In reality, there was a message to the French besieged there. The note was given to Lord Grey, the English general, and he was asked to forward this innocent-looking note. Grey held the letter to the fire. The invisible ink turned black, and the real contents appeared! There was a message of importance designed for the French, but it went no farther than the fire. 

The secret message coming up out of the note, spread out in characters of black, what does it suggest but that account in the soul, forgotten and apparently lost, yet living on and sure to come up in the light of God's day of reckoning! John, have you thought about this other account?"

John is not looking up. He is silently resting his head on his hands. His child comes into the room. He calls her "Little Golden-hair." I think John in his strong attachment to the child could echo the words of a parent in "Stepping Heavenward:" "What this child is to me, I cannot tell." It suggests how much John owes God for this blessing alone.

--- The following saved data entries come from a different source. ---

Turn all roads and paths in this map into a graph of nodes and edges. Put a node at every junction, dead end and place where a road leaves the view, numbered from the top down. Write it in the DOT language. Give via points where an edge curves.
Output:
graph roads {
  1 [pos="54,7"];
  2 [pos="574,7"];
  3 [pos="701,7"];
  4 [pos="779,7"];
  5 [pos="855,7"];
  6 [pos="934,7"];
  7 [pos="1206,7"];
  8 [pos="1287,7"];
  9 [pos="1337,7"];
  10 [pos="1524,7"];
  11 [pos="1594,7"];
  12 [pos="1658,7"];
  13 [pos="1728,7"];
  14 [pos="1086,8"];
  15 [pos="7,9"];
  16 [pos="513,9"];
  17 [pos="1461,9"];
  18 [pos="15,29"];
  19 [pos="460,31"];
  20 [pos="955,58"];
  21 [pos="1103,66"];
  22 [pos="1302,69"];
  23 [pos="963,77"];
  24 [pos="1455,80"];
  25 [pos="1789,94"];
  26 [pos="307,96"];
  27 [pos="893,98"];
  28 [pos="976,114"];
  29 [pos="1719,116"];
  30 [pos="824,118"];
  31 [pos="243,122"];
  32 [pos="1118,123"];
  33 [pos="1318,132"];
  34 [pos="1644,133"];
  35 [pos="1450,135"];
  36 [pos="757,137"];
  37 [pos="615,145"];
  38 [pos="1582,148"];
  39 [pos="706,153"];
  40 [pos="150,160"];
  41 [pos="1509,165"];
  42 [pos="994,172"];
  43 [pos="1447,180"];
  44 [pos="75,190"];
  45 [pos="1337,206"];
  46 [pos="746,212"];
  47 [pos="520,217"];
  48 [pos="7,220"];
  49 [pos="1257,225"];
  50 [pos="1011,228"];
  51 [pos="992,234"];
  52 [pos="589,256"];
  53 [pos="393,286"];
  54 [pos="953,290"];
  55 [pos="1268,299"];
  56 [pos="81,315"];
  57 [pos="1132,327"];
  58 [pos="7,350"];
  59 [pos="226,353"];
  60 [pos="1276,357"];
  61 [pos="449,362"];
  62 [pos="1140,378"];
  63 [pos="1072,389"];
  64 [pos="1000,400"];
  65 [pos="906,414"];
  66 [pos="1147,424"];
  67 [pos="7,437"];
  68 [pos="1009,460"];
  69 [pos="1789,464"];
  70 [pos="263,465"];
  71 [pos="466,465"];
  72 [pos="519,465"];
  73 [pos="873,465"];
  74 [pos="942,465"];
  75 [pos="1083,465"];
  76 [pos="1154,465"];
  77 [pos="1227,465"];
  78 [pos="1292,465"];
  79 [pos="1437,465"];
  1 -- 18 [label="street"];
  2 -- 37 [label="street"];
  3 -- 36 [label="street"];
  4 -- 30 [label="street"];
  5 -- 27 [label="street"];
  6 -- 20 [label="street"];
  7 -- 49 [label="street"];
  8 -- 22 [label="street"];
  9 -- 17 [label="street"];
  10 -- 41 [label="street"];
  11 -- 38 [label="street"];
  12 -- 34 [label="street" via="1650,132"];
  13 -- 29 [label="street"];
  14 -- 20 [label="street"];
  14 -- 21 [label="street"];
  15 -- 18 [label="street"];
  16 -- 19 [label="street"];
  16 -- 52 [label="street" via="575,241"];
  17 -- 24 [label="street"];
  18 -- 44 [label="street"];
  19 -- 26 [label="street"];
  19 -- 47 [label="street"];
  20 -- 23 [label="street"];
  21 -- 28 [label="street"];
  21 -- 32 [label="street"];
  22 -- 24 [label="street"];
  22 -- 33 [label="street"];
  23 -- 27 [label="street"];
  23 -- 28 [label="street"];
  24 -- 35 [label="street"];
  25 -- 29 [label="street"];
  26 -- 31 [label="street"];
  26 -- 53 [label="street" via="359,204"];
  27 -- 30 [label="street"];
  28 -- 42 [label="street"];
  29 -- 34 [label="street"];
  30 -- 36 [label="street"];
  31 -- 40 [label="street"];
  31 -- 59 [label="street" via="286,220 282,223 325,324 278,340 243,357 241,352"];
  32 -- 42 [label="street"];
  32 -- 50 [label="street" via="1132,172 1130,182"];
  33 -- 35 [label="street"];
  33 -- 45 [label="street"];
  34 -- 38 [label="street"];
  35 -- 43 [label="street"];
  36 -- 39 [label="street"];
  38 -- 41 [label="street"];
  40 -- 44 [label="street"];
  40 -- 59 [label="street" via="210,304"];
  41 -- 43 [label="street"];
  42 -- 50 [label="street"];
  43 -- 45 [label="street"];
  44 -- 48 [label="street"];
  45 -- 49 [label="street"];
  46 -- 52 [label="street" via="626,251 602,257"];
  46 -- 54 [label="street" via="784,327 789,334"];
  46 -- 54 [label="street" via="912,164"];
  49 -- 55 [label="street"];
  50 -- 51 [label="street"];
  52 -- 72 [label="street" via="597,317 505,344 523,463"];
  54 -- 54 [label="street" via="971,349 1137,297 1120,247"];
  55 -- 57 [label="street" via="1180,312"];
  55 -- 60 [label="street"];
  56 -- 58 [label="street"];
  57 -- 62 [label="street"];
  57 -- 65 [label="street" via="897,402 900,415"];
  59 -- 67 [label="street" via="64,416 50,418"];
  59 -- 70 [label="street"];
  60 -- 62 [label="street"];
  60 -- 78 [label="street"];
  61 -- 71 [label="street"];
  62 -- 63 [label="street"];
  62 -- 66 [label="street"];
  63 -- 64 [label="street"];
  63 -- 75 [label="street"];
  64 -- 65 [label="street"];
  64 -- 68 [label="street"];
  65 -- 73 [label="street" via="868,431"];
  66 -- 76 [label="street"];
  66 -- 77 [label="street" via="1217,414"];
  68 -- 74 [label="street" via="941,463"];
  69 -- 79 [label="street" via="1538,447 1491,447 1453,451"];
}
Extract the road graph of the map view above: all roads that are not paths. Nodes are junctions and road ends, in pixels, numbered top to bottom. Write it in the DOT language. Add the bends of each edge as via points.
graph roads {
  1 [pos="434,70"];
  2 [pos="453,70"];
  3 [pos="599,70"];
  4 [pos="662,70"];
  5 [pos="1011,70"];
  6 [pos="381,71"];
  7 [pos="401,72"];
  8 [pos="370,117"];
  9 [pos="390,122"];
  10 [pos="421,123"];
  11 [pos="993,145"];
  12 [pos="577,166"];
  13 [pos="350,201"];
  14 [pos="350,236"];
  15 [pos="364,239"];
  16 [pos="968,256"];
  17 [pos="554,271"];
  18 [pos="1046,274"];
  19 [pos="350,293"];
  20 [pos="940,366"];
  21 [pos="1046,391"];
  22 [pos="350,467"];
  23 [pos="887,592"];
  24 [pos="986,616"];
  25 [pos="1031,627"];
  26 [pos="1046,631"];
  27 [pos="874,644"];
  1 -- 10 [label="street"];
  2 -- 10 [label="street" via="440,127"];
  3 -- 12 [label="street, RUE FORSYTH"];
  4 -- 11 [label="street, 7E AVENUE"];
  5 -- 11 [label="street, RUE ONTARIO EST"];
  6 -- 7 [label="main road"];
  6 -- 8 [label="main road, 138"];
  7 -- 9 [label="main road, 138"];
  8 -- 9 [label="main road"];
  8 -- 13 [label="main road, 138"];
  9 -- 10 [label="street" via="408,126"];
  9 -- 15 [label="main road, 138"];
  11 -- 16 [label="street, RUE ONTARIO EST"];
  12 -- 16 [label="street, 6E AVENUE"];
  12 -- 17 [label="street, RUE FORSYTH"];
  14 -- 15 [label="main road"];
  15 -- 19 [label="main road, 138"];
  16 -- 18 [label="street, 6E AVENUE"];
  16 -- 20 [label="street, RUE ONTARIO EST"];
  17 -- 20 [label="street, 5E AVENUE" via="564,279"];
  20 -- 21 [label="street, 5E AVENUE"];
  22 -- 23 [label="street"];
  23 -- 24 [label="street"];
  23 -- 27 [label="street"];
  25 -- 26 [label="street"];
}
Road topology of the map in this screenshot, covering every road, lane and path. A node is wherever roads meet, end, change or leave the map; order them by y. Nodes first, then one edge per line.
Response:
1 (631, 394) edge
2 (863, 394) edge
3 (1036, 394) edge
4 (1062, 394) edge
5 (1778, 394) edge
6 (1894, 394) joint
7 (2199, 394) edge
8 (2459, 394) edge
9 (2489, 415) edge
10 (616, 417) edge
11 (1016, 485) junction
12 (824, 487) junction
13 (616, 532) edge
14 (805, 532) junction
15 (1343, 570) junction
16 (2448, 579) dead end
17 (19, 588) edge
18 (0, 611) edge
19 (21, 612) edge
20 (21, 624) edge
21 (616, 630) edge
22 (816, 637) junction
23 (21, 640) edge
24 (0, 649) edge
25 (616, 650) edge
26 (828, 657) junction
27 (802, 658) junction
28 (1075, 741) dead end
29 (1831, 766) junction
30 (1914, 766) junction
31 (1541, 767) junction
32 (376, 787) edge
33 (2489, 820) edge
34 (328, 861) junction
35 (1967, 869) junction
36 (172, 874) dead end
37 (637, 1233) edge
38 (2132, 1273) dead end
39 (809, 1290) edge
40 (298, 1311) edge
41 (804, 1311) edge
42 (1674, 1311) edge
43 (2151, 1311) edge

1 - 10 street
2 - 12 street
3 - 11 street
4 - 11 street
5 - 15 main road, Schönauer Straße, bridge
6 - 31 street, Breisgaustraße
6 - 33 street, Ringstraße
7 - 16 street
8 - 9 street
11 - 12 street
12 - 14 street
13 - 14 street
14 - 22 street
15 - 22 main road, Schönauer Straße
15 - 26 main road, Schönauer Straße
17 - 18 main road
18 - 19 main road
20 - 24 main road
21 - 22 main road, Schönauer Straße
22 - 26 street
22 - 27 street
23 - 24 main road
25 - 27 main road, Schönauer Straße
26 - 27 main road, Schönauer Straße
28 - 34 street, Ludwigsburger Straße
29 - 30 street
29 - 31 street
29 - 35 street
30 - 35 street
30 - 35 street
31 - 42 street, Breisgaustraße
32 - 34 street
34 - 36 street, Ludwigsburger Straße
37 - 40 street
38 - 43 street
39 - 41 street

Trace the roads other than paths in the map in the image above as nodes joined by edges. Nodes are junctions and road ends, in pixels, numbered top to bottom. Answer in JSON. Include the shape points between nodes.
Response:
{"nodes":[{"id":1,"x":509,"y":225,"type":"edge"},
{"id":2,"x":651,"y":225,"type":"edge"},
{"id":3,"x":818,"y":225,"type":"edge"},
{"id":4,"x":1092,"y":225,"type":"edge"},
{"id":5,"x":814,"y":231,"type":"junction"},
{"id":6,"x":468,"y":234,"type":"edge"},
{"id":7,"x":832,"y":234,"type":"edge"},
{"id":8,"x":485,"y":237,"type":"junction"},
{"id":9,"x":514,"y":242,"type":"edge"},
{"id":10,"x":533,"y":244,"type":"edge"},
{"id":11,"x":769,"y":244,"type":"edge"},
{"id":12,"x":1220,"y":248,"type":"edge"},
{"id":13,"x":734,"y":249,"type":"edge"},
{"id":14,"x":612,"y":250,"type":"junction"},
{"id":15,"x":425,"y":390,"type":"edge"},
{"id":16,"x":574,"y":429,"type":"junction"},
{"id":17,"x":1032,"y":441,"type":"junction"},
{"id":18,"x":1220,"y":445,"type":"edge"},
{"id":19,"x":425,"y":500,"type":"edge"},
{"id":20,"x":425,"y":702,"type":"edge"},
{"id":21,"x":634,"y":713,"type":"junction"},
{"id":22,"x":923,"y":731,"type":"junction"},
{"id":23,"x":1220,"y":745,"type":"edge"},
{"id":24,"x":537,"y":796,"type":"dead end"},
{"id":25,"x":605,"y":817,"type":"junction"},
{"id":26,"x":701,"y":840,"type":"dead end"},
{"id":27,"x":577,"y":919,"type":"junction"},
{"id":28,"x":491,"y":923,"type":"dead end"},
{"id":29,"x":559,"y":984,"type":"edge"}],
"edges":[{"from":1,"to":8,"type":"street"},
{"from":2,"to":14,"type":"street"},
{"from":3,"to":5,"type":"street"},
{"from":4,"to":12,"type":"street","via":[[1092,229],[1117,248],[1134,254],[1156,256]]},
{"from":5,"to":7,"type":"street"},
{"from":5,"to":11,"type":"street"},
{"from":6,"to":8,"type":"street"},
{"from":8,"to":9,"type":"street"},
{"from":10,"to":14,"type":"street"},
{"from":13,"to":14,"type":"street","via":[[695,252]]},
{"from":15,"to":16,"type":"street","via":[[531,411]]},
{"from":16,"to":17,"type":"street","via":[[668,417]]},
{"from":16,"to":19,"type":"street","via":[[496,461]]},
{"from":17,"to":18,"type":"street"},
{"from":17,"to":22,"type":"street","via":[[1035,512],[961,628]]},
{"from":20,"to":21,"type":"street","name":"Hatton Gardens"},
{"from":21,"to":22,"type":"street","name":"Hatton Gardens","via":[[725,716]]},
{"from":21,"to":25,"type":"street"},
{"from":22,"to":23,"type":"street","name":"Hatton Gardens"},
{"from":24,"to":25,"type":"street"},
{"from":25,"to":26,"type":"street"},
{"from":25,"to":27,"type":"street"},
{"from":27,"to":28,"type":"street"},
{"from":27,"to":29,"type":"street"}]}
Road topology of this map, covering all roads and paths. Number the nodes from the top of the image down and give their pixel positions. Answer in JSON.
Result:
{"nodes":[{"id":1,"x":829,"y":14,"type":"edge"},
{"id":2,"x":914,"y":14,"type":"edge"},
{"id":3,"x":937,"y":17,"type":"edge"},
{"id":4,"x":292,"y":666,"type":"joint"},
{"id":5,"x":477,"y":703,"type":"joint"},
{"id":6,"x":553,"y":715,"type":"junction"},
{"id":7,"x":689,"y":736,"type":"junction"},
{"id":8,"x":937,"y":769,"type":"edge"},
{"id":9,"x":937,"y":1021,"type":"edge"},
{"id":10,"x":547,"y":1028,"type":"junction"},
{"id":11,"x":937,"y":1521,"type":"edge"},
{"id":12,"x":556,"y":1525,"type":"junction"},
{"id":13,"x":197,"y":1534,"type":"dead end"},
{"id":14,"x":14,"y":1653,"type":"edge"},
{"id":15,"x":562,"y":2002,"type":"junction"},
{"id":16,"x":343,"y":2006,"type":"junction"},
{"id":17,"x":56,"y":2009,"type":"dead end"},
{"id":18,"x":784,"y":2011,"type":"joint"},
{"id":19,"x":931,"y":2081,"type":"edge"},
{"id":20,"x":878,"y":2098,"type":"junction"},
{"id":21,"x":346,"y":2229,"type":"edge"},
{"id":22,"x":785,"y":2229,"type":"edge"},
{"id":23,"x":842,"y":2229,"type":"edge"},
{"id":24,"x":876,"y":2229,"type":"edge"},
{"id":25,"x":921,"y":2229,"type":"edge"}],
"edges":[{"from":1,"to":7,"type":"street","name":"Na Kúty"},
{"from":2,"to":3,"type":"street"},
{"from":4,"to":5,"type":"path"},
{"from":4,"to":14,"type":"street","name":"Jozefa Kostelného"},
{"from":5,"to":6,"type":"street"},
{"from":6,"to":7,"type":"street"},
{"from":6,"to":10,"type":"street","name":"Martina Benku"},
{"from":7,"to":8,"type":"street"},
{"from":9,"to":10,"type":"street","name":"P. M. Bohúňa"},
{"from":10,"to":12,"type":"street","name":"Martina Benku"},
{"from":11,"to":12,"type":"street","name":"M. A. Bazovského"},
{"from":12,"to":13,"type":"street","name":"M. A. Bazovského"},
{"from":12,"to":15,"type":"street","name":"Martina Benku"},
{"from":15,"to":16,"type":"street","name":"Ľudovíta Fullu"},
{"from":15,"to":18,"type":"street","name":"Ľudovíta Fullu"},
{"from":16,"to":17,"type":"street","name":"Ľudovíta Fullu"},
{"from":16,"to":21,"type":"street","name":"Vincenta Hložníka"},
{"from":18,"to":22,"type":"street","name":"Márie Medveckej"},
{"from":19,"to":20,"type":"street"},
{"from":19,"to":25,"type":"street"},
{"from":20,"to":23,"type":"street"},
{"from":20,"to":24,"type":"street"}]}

"Did you ever think what a debtor to God you were, John, for this child? Did you ever try to balance it by anything on the opposite side of the account? Did you ever put a prayer there, a prayer of thanks?" John told us not long ago that he never prayed.

"Your child suggests your home. Around that one blessing of your home, John, cluster others. In a country where rare stones are found, diamonds have been seen, imbedded in the mud walls of a house, and unappreciated by the natives living there. 

Take the surroundings of a very lowly home even, what diamonds are imbedded there, qualities, possessions, blessings, that are priceless. For these things, for the diamonds at home, do you ever make a prayer of thanks to God, and let that go into the account in your favor?"

Little Golden-hair is up in John's lap now, stroking his bowed head.

"Suppose, John, that this child should turn from you, be indifferent to you, neglect your wishes, ignore you as you do the street-dust, what would you say of Little Golden-hair? Is not that the way you, God's offspring, have been treating your Heavenly Father? Is not this a fearful list of sins in the account, and is it not time to attempt a settlement?"

John is feeling all this. He looks up and exclaims, "I can never settle that account."

"Ought you not to call on the help of  One who can settle it, that Almighty Saviour 'once offered to bear the sins of many,' by faith in whom we are justified?"

John is still bowed in deep feeling, and motions to be left alone.

At night there are two bending before God, both children in spirit, though one is a strong man, and the other is Little Golden-hair. She is saying, in tones like the warbling of a bird, "Our Father." At its close comes John's tearful, sincere response, "God be merciful to me a sinner!" 

It is the cry of a heart broken in sorrow for sin.

John is trying to settle that "other account." Rather, let it be said, there is an Almighty Saviour settling it for him. 





American Messenger.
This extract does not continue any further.